If I have a liquid, I can put a paddle in the liquid.  If I then twist the paddle (let’s say, I twist it gradually and in no particular hurry; we can then split hairs for hours at a blackboard about how gradually and what depends on that; we have math that handles all that just fine), there will be no restoring force from the liquid, which if unopposed will return the paddle to its former position.  The new position is equally good as a rest position, as the old, and it is their equivalence that we term a symmetry under rotations in space.

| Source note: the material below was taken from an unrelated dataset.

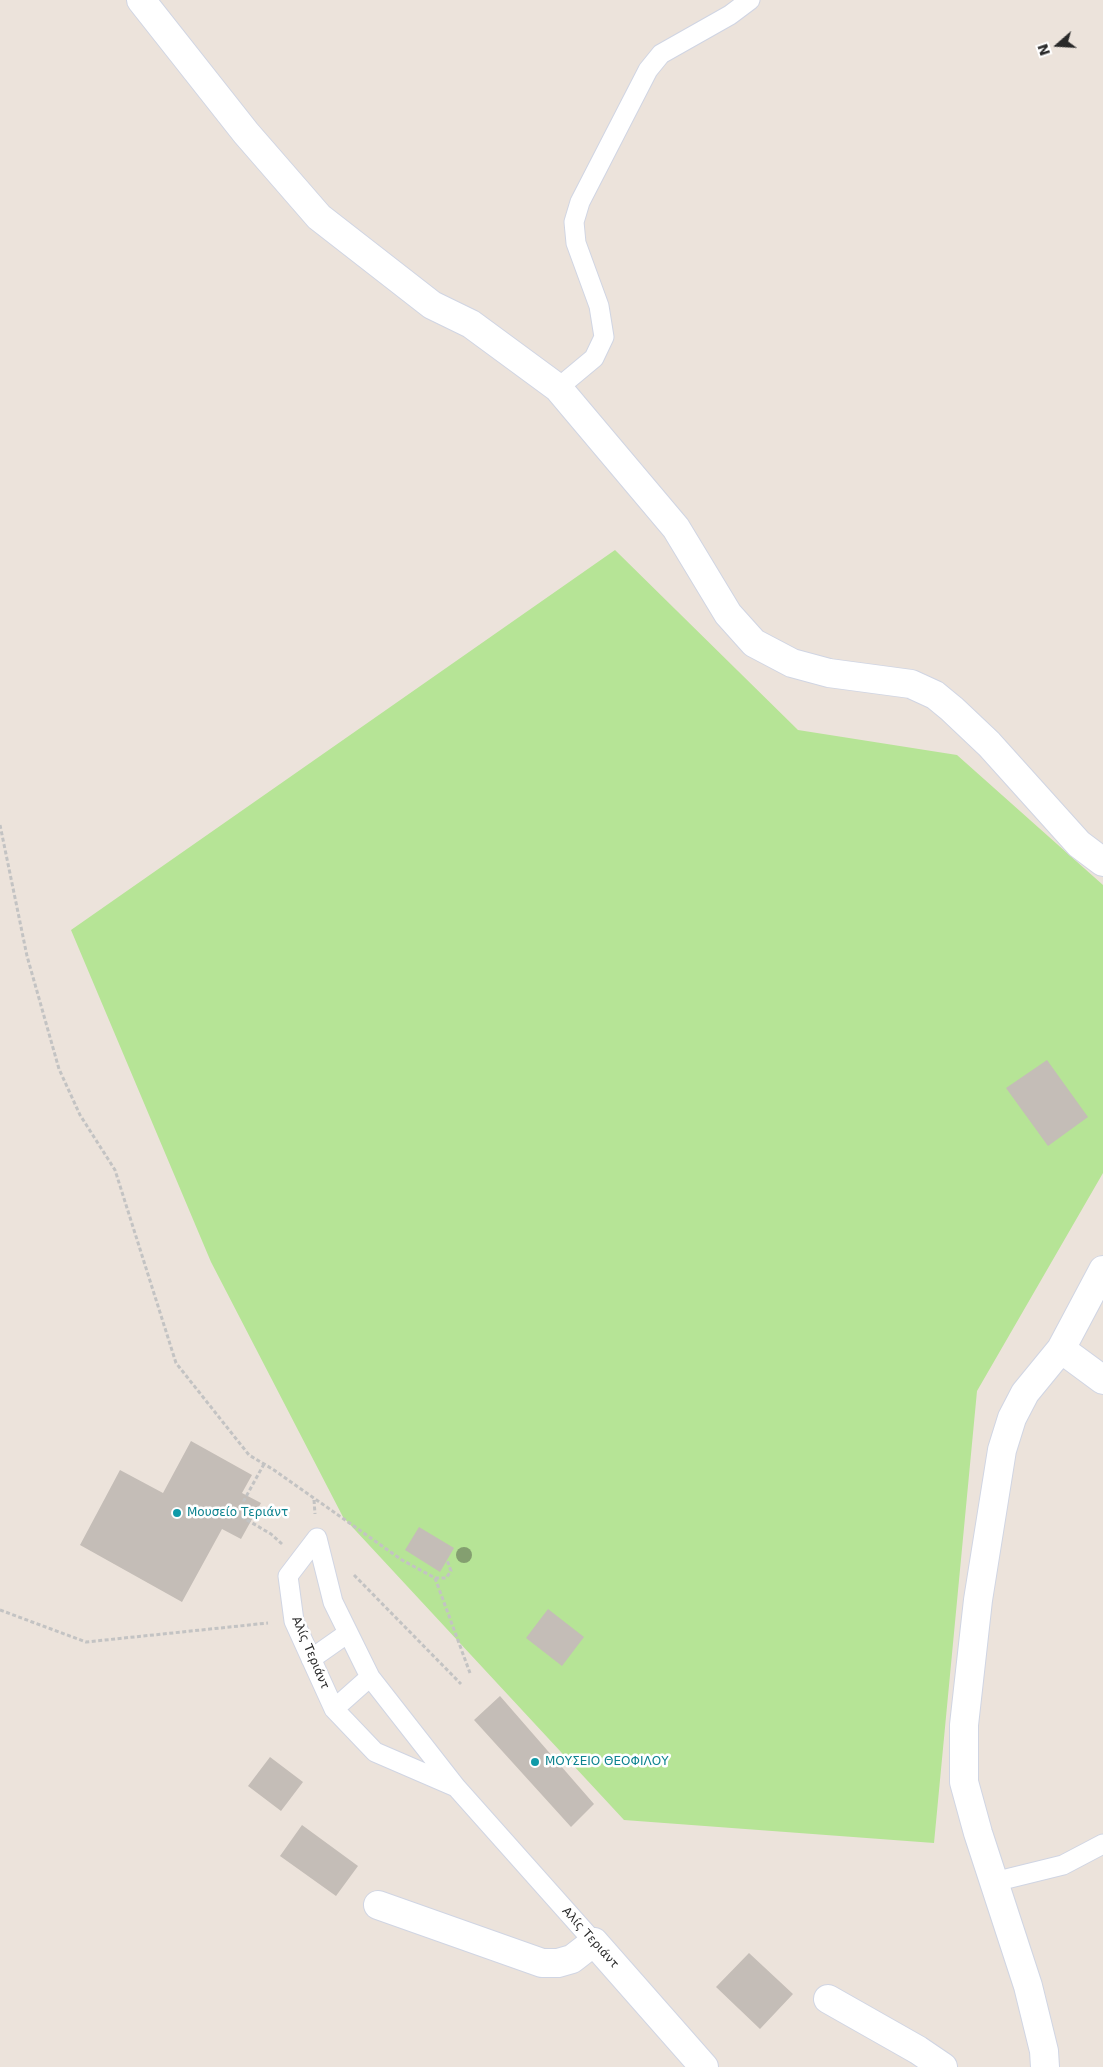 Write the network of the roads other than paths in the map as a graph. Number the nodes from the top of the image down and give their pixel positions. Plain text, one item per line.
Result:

In contrast, if I have a solid, I can likewise embed a paddle in that (by whatever means).  If I twist this second paddle at the local point where it is, but leave the extended bulk of the solid unchanged out at remote locations, there will be a restoring force moving the paddle back to the position it was in when I embedded it and before the twisting.  All directions are no longer equivalent, and a symmetry under rotations in space no longer characterizes a specific state of the solid, the way it did for the liquid.  There are various names for this in the jargon, which do not matter at all.  If I were to use any of them, you would latch onto its psychological implications, so I will not do that, and rather will just describe in plain language what I actually mean, which is the full and entire meaning I intend to render for the concept anyway.  

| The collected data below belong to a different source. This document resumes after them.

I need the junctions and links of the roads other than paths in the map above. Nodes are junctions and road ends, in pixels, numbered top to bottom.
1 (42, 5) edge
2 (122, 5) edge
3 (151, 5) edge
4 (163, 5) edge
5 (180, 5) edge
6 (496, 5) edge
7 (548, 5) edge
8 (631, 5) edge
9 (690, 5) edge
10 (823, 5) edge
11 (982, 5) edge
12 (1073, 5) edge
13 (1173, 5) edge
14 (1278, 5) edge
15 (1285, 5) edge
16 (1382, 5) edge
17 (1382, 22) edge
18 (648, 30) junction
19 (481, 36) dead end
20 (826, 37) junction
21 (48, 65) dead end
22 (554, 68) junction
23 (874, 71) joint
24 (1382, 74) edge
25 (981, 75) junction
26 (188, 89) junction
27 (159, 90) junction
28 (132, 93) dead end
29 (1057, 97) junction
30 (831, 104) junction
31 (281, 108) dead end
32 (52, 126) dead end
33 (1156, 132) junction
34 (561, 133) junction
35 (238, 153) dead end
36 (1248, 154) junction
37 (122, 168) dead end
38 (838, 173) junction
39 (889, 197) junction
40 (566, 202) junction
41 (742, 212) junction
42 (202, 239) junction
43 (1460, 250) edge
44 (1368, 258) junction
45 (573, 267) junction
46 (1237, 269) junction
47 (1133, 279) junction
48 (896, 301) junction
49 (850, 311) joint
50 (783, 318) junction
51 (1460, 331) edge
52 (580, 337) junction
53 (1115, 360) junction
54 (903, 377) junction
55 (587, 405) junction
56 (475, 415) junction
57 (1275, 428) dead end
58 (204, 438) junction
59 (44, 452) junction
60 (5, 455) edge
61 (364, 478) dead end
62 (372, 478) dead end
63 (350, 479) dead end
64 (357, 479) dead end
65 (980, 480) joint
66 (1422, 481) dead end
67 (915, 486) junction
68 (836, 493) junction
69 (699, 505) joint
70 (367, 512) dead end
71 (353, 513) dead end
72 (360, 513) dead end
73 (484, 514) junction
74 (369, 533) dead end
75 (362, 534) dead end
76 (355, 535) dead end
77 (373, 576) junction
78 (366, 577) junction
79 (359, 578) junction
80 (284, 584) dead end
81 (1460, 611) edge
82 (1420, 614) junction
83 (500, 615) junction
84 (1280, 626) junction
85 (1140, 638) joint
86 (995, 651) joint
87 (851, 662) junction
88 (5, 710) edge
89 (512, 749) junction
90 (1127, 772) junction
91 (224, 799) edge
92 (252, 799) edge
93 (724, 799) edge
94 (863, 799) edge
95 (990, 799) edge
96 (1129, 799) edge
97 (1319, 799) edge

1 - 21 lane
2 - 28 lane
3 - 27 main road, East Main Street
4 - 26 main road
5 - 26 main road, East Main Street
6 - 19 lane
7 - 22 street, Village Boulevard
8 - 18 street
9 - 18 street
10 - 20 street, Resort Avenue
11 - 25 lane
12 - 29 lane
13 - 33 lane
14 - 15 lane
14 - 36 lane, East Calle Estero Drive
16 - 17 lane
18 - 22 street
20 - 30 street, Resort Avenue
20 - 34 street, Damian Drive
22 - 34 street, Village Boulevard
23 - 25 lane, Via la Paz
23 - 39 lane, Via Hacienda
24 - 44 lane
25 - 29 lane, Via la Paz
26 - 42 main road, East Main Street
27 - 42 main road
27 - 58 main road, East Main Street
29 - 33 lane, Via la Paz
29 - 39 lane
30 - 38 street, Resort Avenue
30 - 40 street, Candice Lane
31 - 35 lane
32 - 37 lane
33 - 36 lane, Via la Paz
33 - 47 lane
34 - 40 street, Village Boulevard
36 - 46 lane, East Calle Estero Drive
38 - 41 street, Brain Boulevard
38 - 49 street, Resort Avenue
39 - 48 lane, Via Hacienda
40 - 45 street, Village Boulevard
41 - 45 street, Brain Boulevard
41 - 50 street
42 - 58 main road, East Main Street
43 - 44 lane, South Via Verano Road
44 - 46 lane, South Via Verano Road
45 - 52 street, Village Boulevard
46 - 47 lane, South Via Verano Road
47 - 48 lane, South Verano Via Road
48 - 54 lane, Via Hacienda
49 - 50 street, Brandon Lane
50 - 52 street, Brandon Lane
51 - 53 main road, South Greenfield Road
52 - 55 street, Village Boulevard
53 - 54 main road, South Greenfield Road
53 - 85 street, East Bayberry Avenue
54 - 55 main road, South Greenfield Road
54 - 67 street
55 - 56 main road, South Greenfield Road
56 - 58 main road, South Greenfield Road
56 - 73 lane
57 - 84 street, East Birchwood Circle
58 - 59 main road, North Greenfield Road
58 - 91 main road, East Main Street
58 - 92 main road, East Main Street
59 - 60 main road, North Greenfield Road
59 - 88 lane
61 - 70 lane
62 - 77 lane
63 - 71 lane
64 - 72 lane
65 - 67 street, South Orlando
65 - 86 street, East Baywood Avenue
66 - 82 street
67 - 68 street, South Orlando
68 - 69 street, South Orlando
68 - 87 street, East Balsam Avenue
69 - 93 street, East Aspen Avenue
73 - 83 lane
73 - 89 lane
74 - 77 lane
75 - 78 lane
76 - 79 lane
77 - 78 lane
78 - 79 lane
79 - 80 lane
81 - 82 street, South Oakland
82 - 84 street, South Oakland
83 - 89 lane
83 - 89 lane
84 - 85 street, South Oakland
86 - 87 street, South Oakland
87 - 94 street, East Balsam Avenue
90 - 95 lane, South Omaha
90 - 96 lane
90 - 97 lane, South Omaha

There are consequences that one might not expect from this difference between a state’s manifesting a symmetry and a state’s no longer manifesting it.  In a liquid, there will be only one kind of sound, which we call “compressional” because it involves the direction-un-regarding relation between inertia and the pressure of compressing the volume in which some matter is contained.  In a solid, there become two distinct modes of sound: the compressional one is still there, but now there is a mode of sound that comes from the interaction of inertia with the restoring forces against shear deformations, which are related (through mathematical constraints) to the restoring forces under twisting mentioned above.  This is why earthquakes have P and S waves (Pressure and Shear).


I didn’t wade into the traffic on laws a few days ago, because I had stuff I had to do and that restrained my behavior, though I did want to.  But what the hell, now….

Again, one can choose a jargony plain language that invites all sorts of missings of the point, or one can choose plain languages that is meant to discourage such missings.  I didn’t know Hewel, but he sounds like he was a joyful pusher of catnip to psychologists.

Here is some alternative language for what a physical law is, that is not meant to tempt psychologists into going astray (though of course, they are responsible for themselves, too):

A law is a description of a pattern that can be framed within a very partial description of nature.

Imagine that there were no laws in the conventional sense we have now; what would we be left asking from a “science”, if it were even possible?  The most we could hope for would be statements of the form “If A then B”, where A and B would have to be full and complete articulations of the state of the universe.  (Whether those would then have to be “at different times” to be non-tautological, or whatnot, would raise all sorts of problems.  But since they are impossible in any case, at least we don’t have to deal with those questions today.)  Such full-and-complete if-then statements would only be within reach of the mystics, and ordinary people like me would be completely unable to do anything with them, or even know what they were.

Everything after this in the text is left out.